Cost of Living Comparison Calculator
Example: Your current salary: 90000 $ · Origin city cost index: 100 · Destination city cost index: 145
| Salary needed to match lifestyle | $130,500 |
| Raise (or cut) needed | $40,500 |
| Cost-of-living change | 45.00% |
Worked example
Suppose you earn $90,000 where the cost-of-living index is 100, and you are eyeing a city with an index of 145. Multiplying $90,000 by 145/100 gives about $130,500 — the salary you would need there to live the same way you do now. That is a $40,500 gap, or a 45% higher cost of living. If the job offer is only $110,000, this tool shows you would effectively be taking a pay cut in real terms.
Frequently asked questions
Where do the cost-of-living index numbers come from?
Public indices are published by sources such as the Bureau of Labor Statistics regional price parities, the Council for Community and Economic Research, and several relocation sites. Most set a national or benchmark city to 100, so a city at 145 is 45% more expensive. Use the same index source for both cities so they are directly comparable.
Does this include taxes?
A pure cost-of-living index captures housing, groceries, transportation, and services, but usually not income taxes. If you are moving between a no-income-tax state and a high-tax one, run our relocation salary tool as well to layer state tax on top of the cost-of-living change.

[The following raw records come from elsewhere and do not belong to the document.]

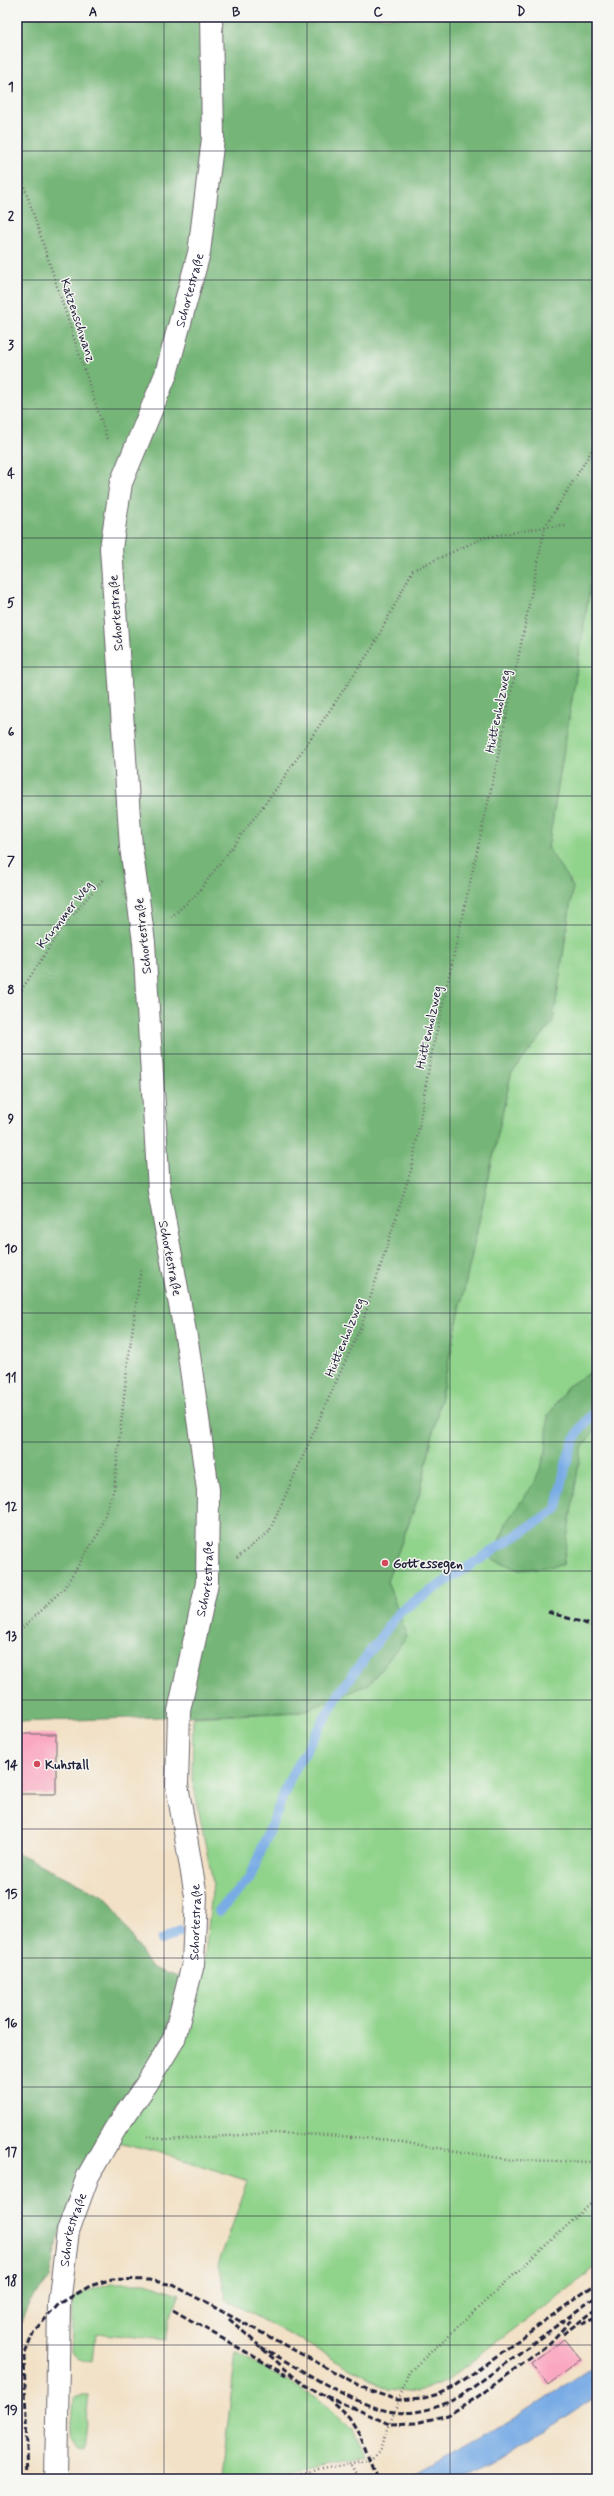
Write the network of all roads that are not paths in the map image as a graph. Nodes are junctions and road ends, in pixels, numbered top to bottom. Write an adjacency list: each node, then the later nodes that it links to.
1 (212, 17): 2 (street, Schortestraße)
2 (56, 2479)

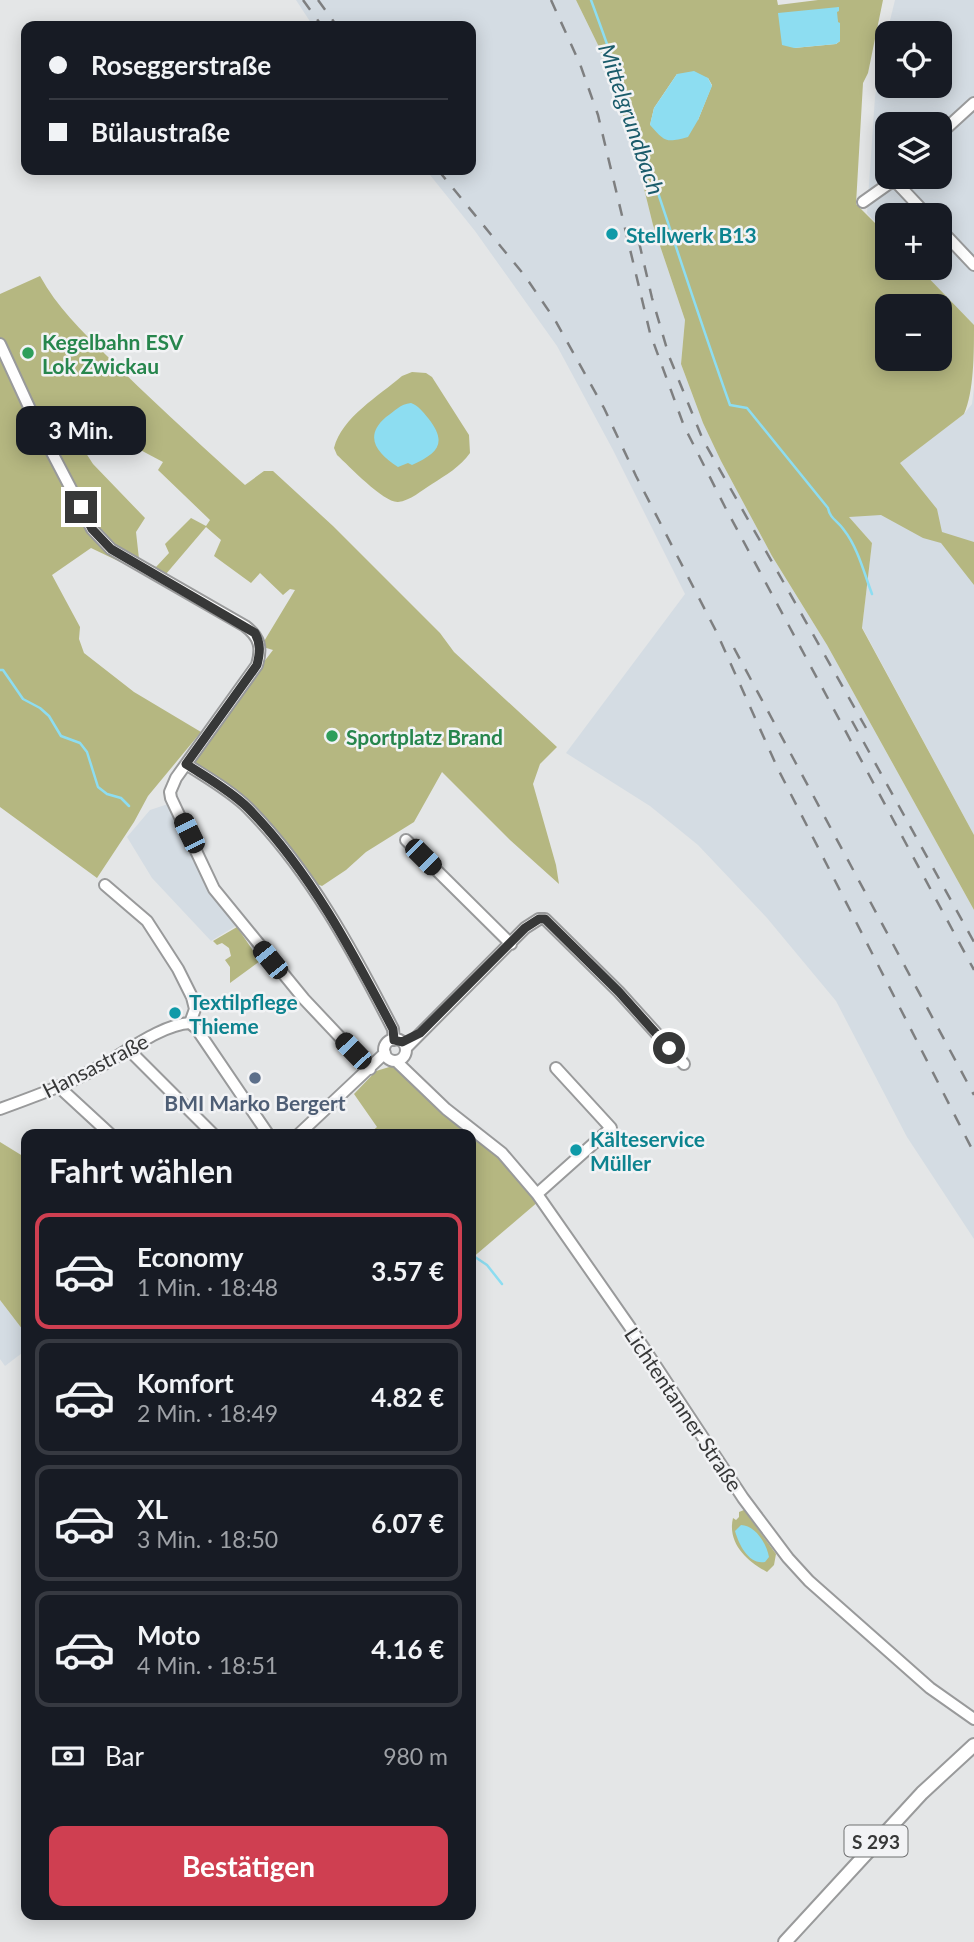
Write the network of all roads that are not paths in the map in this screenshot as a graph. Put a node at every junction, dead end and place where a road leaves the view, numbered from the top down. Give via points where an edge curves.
1 (974, 103) edge
2 (952, 123) edge
3 (882, 189) edge
4 (905, 189) edge
5 (863, 202) dead end
6 (917, 203) edge
7 (952, 242) edge
8 (974, 265) edge
9 (0, 344) edge
10 (186, 764) junction
11 (406, 840) dead end
12 (105, 885) dead end
13 (511, 944) junction
14 (190, 1023) junction
15 (128, 1049) junction
16 (397, 1051) junction
17 (684, 1064) dead end
18 (556, 1068) dead end
19 (370, 1069) junction
20 (59, 1087) junction
21 (0, 1109) edge
22 (105, 1129) edge
23 (208, 1129) edge
24 (265, 1129) edge
25 (304, 1129) edge
26 (471, 1129) edge
27 (476, 1133) edge
28 (537, 1194) junction
29 (974, 1719) edge
30 (974, 1745) edge
31 (785, 1942) edge

1 - 2 street
3 - 5 street
4 - 6 street
7 - 8 street
9 - 10 street via 92,529 111,549 246,626 259,640 257,665
10 - 16 street, Lichtentanner Straße via 246,806 298,870 353,954 393,1029
10 - 19 street via 170,792 214,889 303,999
11 - 13 street
12 - 14 street via 147,921 178,969 195,1009
13 - 16 street
13 - 17 street via 531,923 545,919
14 - 15 street, Hansastraße
14 - 24 street
15 - 20 street, Hansastraße
15 - 23 street
16 - 19 street
16 - 26 street, Lichtentanner Straße via 417,1079
18 - 28 street via 611,1128
19 - 25 street
20 - 21 street, Hansastraße
20 - 22 street
27 - 28 street, Lichtentanner Straße via 502,1153
28 - 29 street, Lichtentanner Straße via 788,1558 922,1681
30 - 31 main road, S 293 via 922,1793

Why is housing such a big driver?
Housing is typically the largest single line in a household budget, so it dominates the index. Two cities can have similar grocery and gas prices yet wildly different rent, which is why the equivalent-salary number can jump so much for expensive metros.
Is a higher salary always worth the move?
Not necessarily. If the equivalent salary this tool calculates is higher than the offer, your real spending power falls even though the number on your paycheck rises. Compare the offer to the equivalent salary, not to your current salary, to see the true picture.